Today in Gaza, many Palestinian students must study under sporadically functioning streetlights to do homework at night.
Israel controls what is allowed in and out of Gaza, as determined by The Coordinator of Government Activities in the Territories (COGAT). An official list of items not allowed in is only available by phone, and is not written.
Israel has barely allowed anything to enter the coastal strip. 4000 buildings that were destroyed by Israel in January are still rubble. Since no building materials are allowed in, no reconstruction can occur.
Haaretz correspondent Amira Hass (an Israeli journalist who was recently arrested [and later released on bail] for being in Gaza) recently reported:
The few items merchants are allowed to trade in are divided into three categories: food, medicine and detergent. Everything else is forbidden -- including building materials (which are necessary to rehabilitate Gaza's ruins and rebuild its infrastructure), electric appliances such as refrigerators and washing machines, spare machine and car parts, fabrics, threads, needles, light bulbs, candles, matches, books, musical instruments, crayons, clothing, shoes, mattresses, sheets, blankets, cutlery, crockery, cups, glasses and animals. Tea, coffee, sausages, semolina, milk products in large packages and most baking products are forbidden. So are industrial commodities for manufacturing food products, chocolate, sesame seeds and nuts. The ban on toilet paper, diapers and sanitary napkins was lifted three months ago. A little more than a month ago, following a long ban, Israel permitted the import of detergents and soaps into Gaza. Even shampoo was allowed. But one merchant discovered that the bottles of shampoo he had ordered were sent back because they included conditioner, which was not on the list.
Hamas and Fatah are locked in a power struggle over Gaza, and have allowed their selfish motives and egos to trump their care for the Palestinian people. If you are a Fatah member in Gaza, above worrying about your life because of the Israeli closure, you must also worry about being attacked or targeted by Hamas because of your political beliefs or background.
I can't solve the Palestinian-Israeli conflict.
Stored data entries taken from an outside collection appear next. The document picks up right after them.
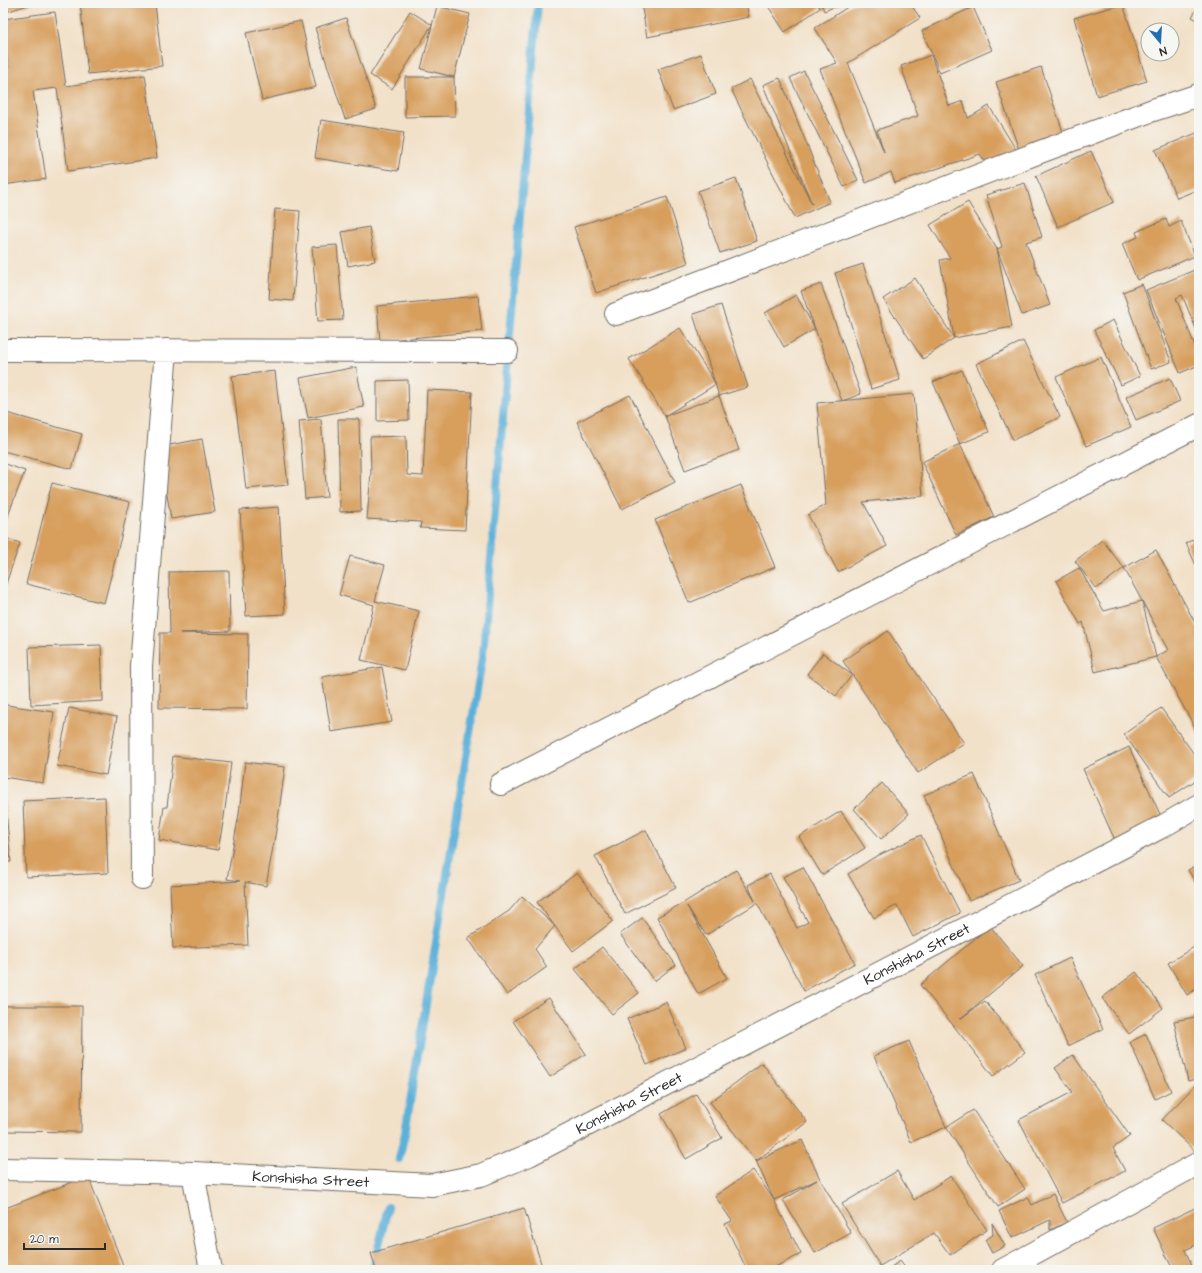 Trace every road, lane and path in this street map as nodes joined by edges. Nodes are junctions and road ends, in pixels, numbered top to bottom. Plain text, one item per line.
1 (1199, 95) edge
2 (616, 314) dead end
3 (3, 350) edge
4 (166, 350) junction
5 (507, 351) dead end
6 (1199, 425) edge
7 (500, 784) dead end
8 (1199, 805) edge
9 (142, 878) dead end
10 (1199, 1163) edge
11 (3, 1169) edge
12 (193, 1173) junction
13 (211, 1270) edge
14 (1004, 1270) edge

1 - 2 street
3 - 4 street
4 - 5 street
4 - 9 street
6 - 7 street
8 - 12 street, Konshisha Street
10 - 14 street
11 - 12 street, Konshisha Street
12 - 13 street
However, I can say that through my experience, what has empowered me the most has been my education and the opportunities that have come from living in a place where I don't have to worry about whether pasta is banned, whether there is any more gas, and where I can be secure in knowing that that i will not be held in an open air prison. I am able to reach my potential and seek opportunities for the future. For the majority of Palestinians -- especially refugees -- this is not the case. It is crucial to empower the voices that beckon change and that wish to use education as a method of empowering the next generation of Palestinians to live in a secure and stable state.
As the "only real democracy in the Middle East," it sure is ironic that Israel locks 1.5 million people in an area twice the size of Washington DC and does not allow books or toys in. While this is done under the guise of security, it is difficult to believe that feeding a starving population and fulfilling their thirst for knowledge is an existential threat to the State of Israel.
Then again, maybe the Gazan refugee with a college degree from an American university is what Israel fears the most.